Work request:
With the pictures left out, copy the records below exactly from the first line down to the line holding "pinky tip: (643, 952)", and include that line.

The input:
= = = = = = =

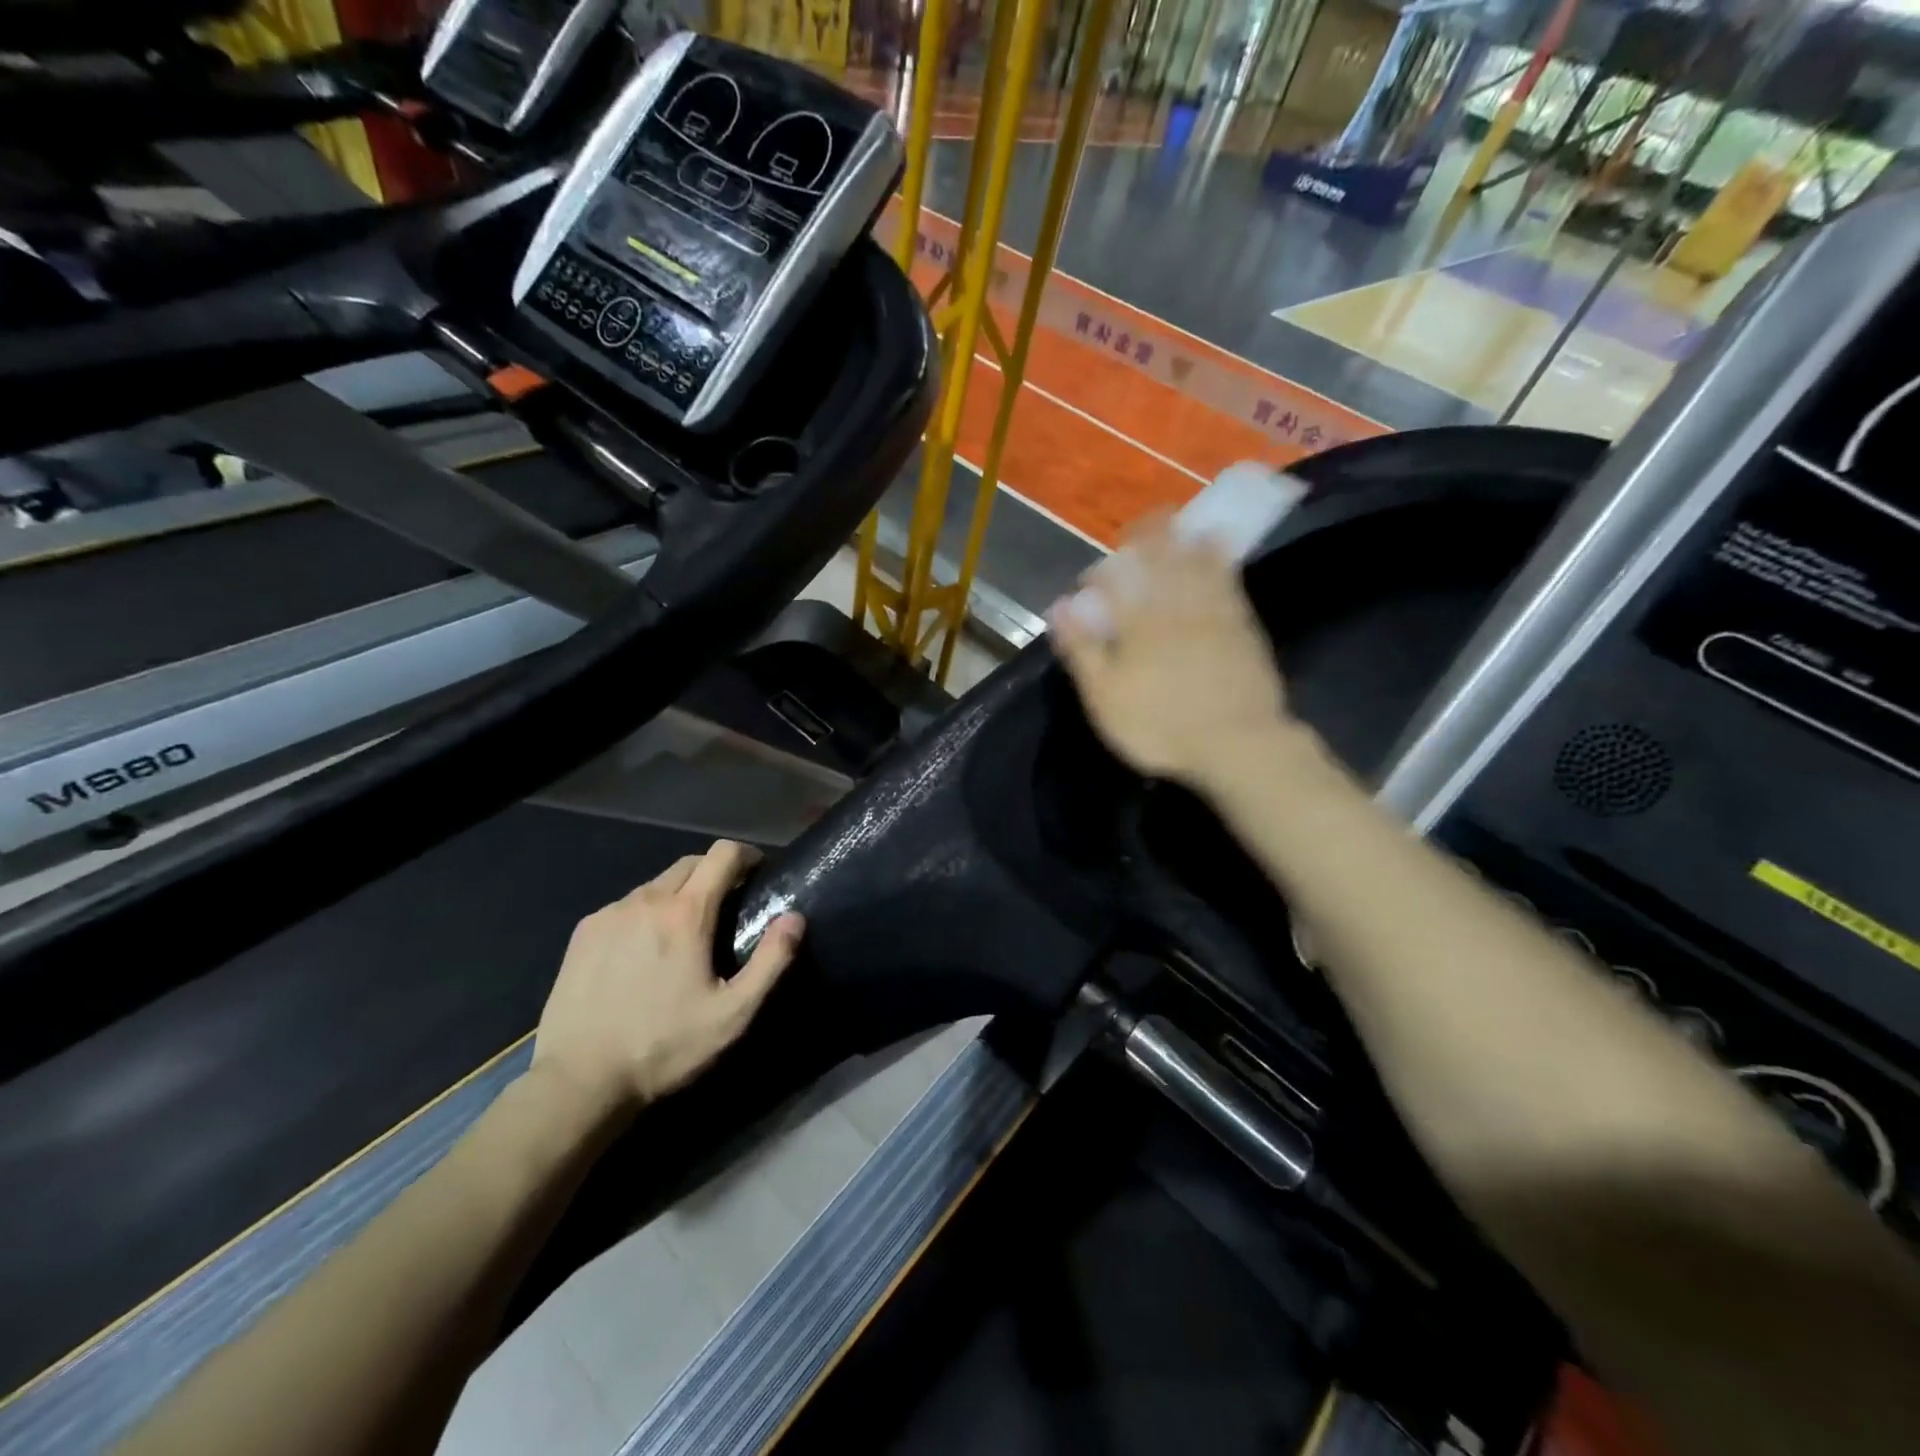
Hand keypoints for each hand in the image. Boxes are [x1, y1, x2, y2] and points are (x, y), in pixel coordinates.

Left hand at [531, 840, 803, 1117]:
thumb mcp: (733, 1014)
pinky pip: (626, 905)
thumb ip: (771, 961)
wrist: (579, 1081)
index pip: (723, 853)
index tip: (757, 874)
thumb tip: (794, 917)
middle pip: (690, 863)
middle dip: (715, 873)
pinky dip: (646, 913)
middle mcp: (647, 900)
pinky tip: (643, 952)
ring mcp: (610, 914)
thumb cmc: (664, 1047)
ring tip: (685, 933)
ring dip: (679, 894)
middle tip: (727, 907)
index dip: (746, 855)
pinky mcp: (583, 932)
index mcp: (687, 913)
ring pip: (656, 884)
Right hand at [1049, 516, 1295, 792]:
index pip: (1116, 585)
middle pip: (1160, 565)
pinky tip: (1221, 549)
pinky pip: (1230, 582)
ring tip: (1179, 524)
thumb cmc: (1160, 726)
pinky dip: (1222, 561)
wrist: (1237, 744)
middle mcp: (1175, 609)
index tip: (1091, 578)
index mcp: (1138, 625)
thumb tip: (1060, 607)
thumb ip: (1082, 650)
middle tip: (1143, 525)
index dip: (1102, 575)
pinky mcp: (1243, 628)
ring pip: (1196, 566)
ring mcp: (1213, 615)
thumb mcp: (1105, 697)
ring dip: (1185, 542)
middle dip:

= = = = = = =

Exercise output:
Hand keypoints for each hand in the image. Boxes are [x1, y1, x2, y2] and points are (x, y), in pixel coordinates.

Left hand at [531, 840, 803, 1117]:
thumb mcp: (733, 1014)
pinky pip: (626, 905)
thumb ip: (771, 961)
wrist: (579, 1081)
index pip: (723, 853)
index tip: (757, 874)
thumb tip: (794, 917)
middle pip: (690, 863)
middle dip: (715, 873)
pinky dip: (646, 913)
middle mcp: (647, 900)
pinky tip: (643, 952)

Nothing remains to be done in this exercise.